= Houston Gardens, Houston =

Neighborhood in Houston, Texas

Houston/Trinity Gardens is an African-American neighborhood in Houston.

==History==
The Subsistence Homesteads Division of the Interior Department, a program of the New Deal, developed Houston Gardens to give the poor and landless people the opportunity the opportunity to become homeowners. Houston Gardens was the only such community developed in Greater Houston area. The City of Houston annexed it in the 1940s.

==Cityscape==
Rafael Longoria and Susan Rogers of the Rice Design Alliance described the Houston Gardens as "rurban," a word coined in 1918 which describes an area with a mix of urban and rural characteristics. The layout of Houston Gardens consists of a large oval, parceled into pie-shaped plots of lands. Longoria and Rogers said that "this unique plan is easy to spot on a Houston map."

==Demographics==
In 2015 the City of Houston Trinity/Houston Gardens Super Neighborhood had 15,798 residents. 77% were non-Hispanic black, 30% were Hispanic, 2% were non-Hispanic white, and 1% were non-Hispanic others. The percentage of non-Hispanic Asians was zero. In 2000, the super neighborhood had 18,054 residents. 81% were non-Hispanic black, 16% were Hispanic, 2% were non-Hispanic white, and 1% were non-Hispanic others. The percentage of non-Hispanic Asians was zero.

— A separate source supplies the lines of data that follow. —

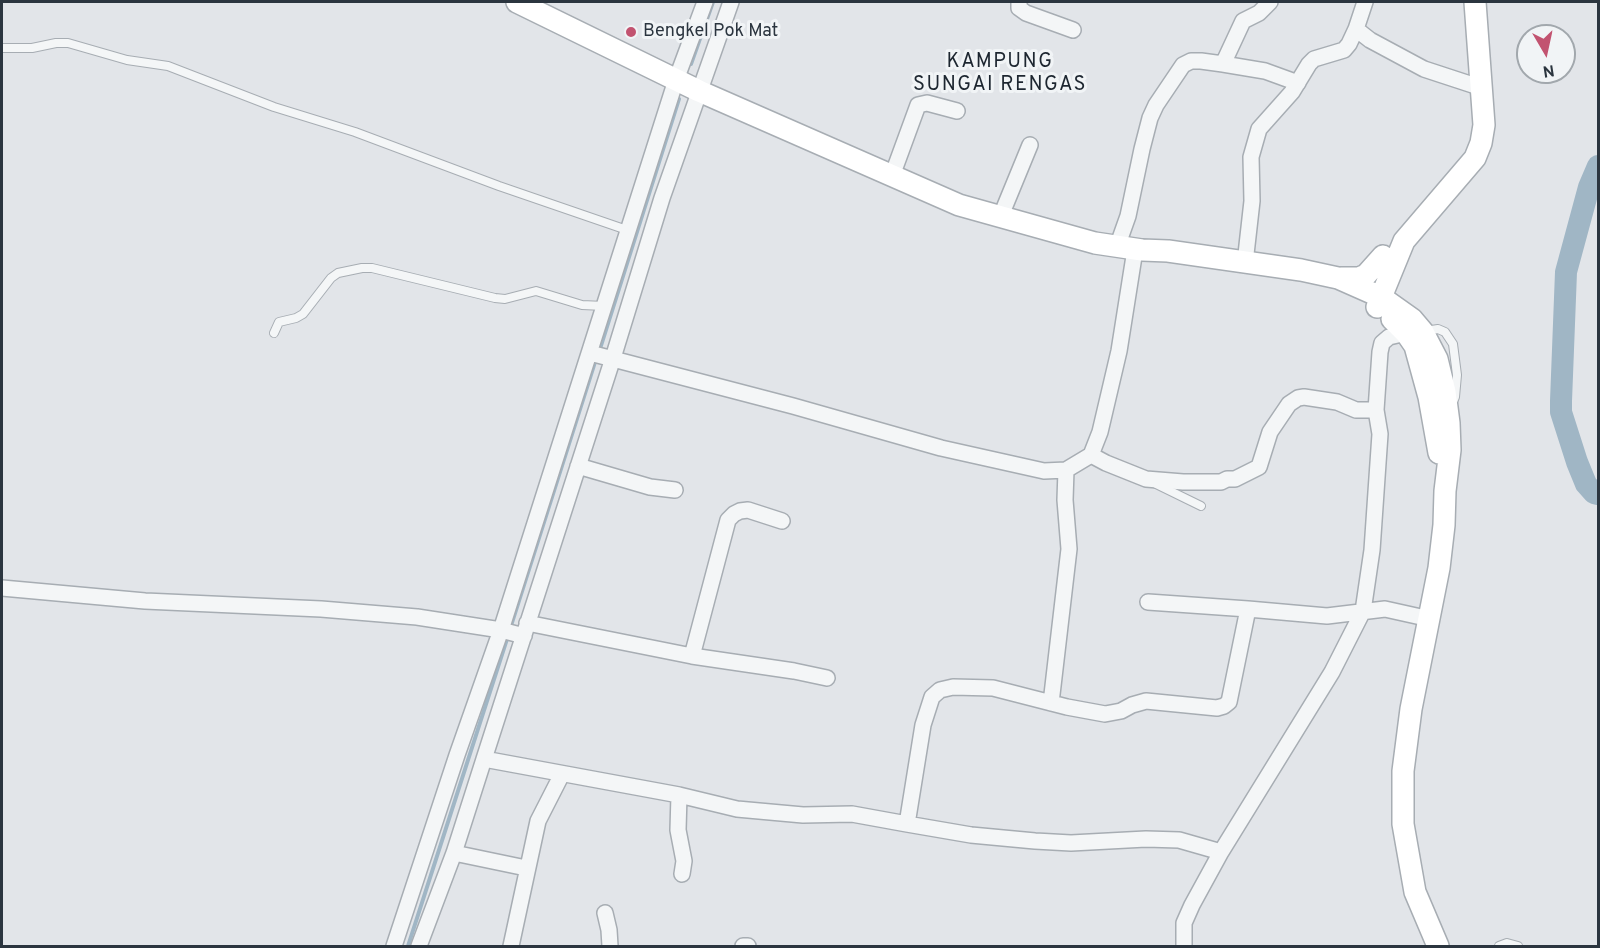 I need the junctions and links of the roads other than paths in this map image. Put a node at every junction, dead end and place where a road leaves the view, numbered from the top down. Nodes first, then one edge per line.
1 (517, 2) edge
2 (705, 2) edge
3 (731, 2) edge
4 (1018, 2) edge
5 (1270, 2) edge
6 (1365, 2) edge
7 (1475, 2) edge
8 (1356, 29) junction
9 (1073, 30) dead end
10 (2, 48) edge
11 (1223, 64) junction
12 (676, 80) junction
13 (1298, 83) junction
14 (1482, 88) junction
15 (699, 91) junction
16 (957, 111) dead end
17 (1030, 145) dead end
18 (892, 176) junction
19 (1000, 218) junction
20 (627, 230) junction
21 (1132, 249) junction
22 (1245, 262) junction
23 (1387, 263) junction
24 (1338, 278) junction
25 (1374, 299) junction
26 (604, 306) junction
27 (1414, 328) junction
28 (274, 333) dead end
29 (601, 356) junction
30 (1376, 410) junction
31 (1091, 455) junction
32 (578, 466) junction
33 (1066, 470) junction
34 (1146, 479) junction
35 (675, 490) dead end
36 (1444, 491) junction
37 (1201, 506) dead end
38 (783, 521) dead end
39 (2, 588) edge
40 (1148, 602) dead end
41 (1248, 609) junction
42 (1363, 611) junction
43 (1430, 619) junction
44 (515, 631) junction
45 (692, 656) junction
46 (827, 678) dead end
47 (1051, 703) junction
48 (484, 759) junction
49 (562, 774) junction
50 (679, 795) junction
51 (907, 824) junction
52 (1221, 852) junction
53 (454, 853) junction
54 (526, 868) junction
55 (682, 874) dead end
56 (605, 914) dead end
57 (394, 946) edge
58 (419, 946) edge
59 (511, 946) edge
60 (610, 946) edge
61 (1184, 946) edge
62 (1438, 946) edge
63 (1499, 946) edge
64 (1518, 946) edge

1 - 12 street
2 - 12 street
3 - 15 street
4 - 9 street
5 - 11 street
6 - 8 street
7 - 14 street
8 - 13 street
8 - 14 street
10 - 20 lane
11 - 13 street
11 - 21 street
12 - 15 street
12 - 20 street
13 - 22 street
14 - 23 street
15 - 18 street
15 - 29 street
16 - 18 street
17 - 19 street
18 - 19 street
19 - 21 street
20 - 26 street
21 - 22 street
21 - 25 street
21 - 31 street
22 - 24 street
23 - 24 street
23 - 25 street
23 - 27 street
24 - 25 street
25 - 27 street
26 - 28 lane
26 - 29 street
27 - 30 street
27 - 36 street
27 - 36 street
29 - 32 street
29 - 33 street
29 - 44 street
30 - 34 street
30 - 42 street
31 - 33 street
31 - 34 street
32 - 35 street
32 - 44 street
33 - 47 street
34 - 37 lane
36 - 43 street
38 - 45 street
39 - 44 street
40 - 41 street
41 - 42 street
41 - 47 street
42 - 43 street
42 - 52 street
43 - 62 street
44 - 45 street
44 - 48 street
44 - 57 street
45 - 46 street
47 - 51 street
48 - 49 street
48 - 53 street
49 - 50 street
49 - 54 street
50 - 51 street
50 - 55 street
51 - 52 street
52 - 61 street
53 - 54 street
53 - 58 street
54 - 59 street
56 - 60 street
63 - 64 lane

==Government and infrastructure==
Houston Gardens is in Houston City Council District B.

The Harris Health System (formerly Harris County Hospital District) has designated Settegast Health Center for ZIP code 77028. The nearest public hospital is Lyndon B. Johnson Hospital in northeast Houston.

==Education==
Houston Gardens is served by Houston Independent School District.

Residents are zoned to Ernest McGowen Sr. Elementary School (previously Houston Gardens Elementary School), Key Middle School, and Kashmere High School.

==Parks and recreation==
The City of Houston operates the Houston Gardens Park.